Accrued liabilities are liabilities that reflect expenses that have not yet been paid or logged under accounts payable during an accounting period; in other words, a company's obligation to pay for goods and services that have been provided for which invoices have not yet been received. Examples would include accrued wages payable, accrued sales tax payable, and accrued rent payable.

There are two general types of Accrued Liabilities:
- Routine and recurring
- Infrequent or non-routine

Routine and recurring Accrued Liabilities are types of transactions that occur as a normal, daily part of the business cycle. Infrequent or non-routine Accrued Liabilities are transactions that do not occur as a daily part of the business cycle, but do happen from time to time.

==Example: Accrued Wages Payable==
Most companies pay their employees on a predetermined schedule.
Let's use an example with a company called "Imaginary company Ltd." It pays its employees each Friday for the hours worked that week.

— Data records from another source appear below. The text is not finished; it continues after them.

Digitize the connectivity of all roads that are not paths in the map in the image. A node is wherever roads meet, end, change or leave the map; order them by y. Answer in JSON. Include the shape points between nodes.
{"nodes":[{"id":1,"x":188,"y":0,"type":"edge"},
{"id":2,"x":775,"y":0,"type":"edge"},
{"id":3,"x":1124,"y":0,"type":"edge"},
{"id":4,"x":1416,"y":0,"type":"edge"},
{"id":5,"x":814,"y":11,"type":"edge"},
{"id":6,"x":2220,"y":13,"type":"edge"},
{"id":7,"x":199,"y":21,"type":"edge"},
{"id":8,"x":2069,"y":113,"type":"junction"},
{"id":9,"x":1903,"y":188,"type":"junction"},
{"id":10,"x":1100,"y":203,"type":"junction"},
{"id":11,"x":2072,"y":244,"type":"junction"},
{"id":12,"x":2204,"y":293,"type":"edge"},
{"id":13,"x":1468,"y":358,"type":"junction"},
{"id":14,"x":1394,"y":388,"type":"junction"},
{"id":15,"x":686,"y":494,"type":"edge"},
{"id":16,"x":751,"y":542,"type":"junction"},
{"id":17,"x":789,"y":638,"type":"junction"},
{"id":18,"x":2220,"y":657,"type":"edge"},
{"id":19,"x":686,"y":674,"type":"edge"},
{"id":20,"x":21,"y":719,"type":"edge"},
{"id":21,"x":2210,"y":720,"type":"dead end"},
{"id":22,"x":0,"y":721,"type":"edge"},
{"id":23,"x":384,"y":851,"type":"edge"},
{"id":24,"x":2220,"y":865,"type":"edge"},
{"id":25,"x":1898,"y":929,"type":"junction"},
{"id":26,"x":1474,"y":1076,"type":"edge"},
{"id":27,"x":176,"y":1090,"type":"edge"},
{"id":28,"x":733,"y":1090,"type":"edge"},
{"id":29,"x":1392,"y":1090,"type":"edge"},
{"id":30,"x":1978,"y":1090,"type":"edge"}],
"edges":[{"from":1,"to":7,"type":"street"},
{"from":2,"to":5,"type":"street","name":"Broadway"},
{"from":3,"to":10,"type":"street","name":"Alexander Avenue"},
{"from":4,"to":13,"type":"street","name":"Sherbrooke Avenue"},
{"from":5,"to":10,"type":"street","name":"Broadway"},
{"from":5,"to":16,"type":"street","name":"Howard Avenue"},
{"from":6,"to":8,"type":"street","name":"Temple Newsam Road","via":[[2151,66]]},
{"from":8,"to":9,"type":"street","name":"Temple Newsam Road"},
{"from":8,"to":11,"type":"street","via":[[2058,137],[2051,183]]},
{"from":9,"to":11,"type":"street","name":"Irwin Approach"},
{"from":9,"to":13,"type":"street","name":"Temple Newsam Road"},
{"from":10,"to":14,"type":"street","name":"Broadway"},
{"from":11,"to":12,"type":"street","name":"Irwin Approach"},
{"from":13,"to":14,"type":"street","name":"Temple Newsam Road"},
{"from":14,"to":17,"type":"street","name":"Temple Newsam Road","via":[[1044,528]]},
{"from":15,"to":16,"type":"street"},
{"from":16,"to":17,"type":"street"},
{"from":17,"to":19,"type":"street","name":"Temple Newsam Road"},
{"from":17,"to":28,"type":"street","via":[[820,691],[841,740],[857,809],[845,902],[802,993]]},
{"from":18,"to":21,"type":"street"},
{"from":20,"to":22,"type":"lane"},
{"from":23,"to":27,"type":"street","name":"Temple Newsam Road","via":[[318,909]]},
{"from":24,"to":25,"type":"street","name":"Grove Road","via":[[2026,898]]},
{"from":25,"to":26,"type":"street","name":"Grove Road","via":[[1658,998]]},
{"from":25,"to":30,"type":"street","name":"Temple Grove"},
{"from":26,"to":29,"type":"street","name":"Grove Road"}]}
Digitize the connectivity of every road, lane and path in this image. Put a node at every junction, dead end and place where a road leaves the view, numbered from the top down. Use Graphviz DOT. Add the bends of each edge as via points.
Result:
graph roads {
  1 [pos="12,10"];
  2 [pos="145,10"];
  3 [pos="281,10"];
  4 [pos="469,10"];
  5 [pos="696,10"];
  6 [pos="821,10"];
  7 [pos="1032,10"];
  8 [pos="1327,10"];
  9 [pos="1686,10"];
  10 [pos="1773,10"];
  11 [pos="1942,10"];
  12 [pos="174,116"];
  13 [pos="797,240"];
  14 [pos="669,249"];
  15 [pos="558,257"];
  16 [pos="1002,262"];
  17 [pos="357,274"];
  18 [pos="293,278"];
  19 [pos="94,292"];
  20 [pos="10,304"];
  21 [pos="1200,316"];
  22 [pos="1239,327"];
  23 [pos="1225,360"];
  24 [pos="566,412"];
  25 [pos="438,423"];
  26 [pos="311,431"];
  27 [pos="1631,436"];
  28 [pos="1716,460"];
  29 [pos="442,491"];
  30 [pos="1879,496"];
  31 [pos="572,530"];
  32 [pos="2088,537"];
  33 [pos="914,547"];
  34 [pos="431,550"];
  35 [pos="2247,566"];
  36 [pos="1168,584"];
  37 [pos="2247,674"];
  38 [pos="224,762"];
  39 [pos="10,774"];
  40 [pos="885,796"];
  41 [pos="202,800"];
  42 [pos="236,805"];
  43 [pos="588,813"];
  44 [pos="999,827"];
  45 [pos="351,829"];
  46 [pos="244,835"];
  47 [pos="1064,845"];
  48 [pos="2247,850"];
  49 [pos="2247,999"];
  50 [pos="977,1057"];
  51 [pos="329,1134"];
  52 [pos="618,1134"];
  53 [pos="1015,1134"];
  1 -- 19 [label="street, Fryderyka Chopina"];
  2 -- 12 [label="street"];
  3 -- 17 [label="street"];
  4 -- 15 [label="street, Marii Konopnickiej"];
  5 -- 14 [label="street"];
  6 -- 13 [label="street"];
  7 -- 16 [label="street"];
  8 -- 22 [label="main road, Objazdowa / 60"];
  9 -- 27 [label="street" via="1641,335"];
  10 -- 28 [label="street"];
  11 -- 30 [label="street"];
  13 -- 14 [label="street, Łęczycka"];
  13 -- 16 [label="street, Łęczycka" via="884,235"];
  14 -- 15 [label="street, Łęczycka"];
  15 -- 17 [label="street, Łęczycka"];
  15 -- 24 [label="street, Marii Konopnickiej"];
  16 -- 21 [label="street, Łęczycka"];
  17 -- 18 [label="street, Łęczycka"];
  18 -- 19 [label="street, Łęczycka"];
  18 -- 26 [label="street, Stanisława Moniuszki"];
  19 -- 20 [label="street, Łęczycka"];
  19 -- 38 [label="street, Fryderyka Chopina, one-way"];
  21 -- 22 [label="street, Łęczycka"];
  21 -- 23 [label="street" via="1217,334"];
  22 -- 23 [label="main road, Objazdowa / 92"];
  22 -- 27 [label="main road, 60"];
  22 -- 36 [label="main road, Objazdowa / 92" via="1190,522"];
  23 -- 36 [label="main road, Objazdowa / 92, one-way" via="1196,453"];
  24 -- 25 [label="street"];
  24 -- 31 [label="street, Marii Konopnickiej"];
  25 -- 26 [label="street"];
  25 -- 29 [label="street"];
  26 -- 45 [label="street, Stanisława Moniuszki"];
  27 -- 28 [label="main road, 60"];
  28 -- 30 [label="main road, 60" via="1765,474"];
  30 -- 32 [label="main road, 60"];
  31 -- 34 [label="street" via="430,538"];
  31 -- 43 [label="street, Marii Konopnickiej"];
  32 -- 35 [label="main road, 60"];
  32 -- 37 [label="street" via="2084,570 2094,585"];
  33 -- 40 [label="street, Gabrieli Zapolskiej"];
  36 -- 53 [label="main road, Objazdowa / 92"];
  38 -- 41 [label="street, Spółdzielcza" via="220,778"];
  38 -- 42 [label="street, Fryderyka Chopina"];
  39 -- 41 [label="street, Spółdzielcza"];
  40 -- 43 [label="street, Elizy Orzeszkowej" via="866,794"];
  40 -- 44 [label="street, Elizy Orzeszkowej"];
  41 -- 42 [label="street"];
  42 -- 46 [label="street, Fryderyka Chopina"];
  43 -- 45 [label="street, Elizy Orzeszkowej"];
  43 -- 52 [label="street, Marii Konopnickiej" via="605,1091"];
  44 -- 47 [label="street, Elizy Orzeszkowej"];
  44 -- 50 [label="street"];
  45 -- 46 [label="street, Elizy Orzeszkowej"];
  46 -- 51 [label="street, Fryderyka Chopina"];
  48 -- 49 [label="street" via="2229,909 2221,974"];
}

This example will look at one month (June) and see how it records its Accrued Wages. Because wages are accrued for an entire week before they are paid, wages paid on Friday are compensation for the week ended June 5th.
If the total wages for the 4 Fridays in June are $1000.00 ($250.00 per week or $50.00 per day), "Imaginary company Ltd." will make routine journal entries for wage payments at the end of each week. As the company pays wages it increases the 'Wage Expense' account and decreases the 'Cash' account. In this example, "Imaginary company Ltd." would pay wages on the 5th, 12th, 19th, and 26th of June. Assuming that the company prepares Financial statements each month, they owe an additional $200.00 in wages for the last four workdays in June (the 27th, 28th, 29th, & 30th). The company will not pay these wages until the next Friday of the following month on July 3; to make sure the company's report remains correct an adjustment must be made.

 Wage Expense $1000.00
 Cash $1000.00

 Wage Expense $200.00
 Accrued Wages Payable $200.00

If the company does not record the 2nd transaction, both Expenses and Liabilities are understated. This will make the company's Income appear higher than it actually is, which can have very serious consequences.

Accrued liabilities is the direct opposite of prepaid expense. See Matching principle.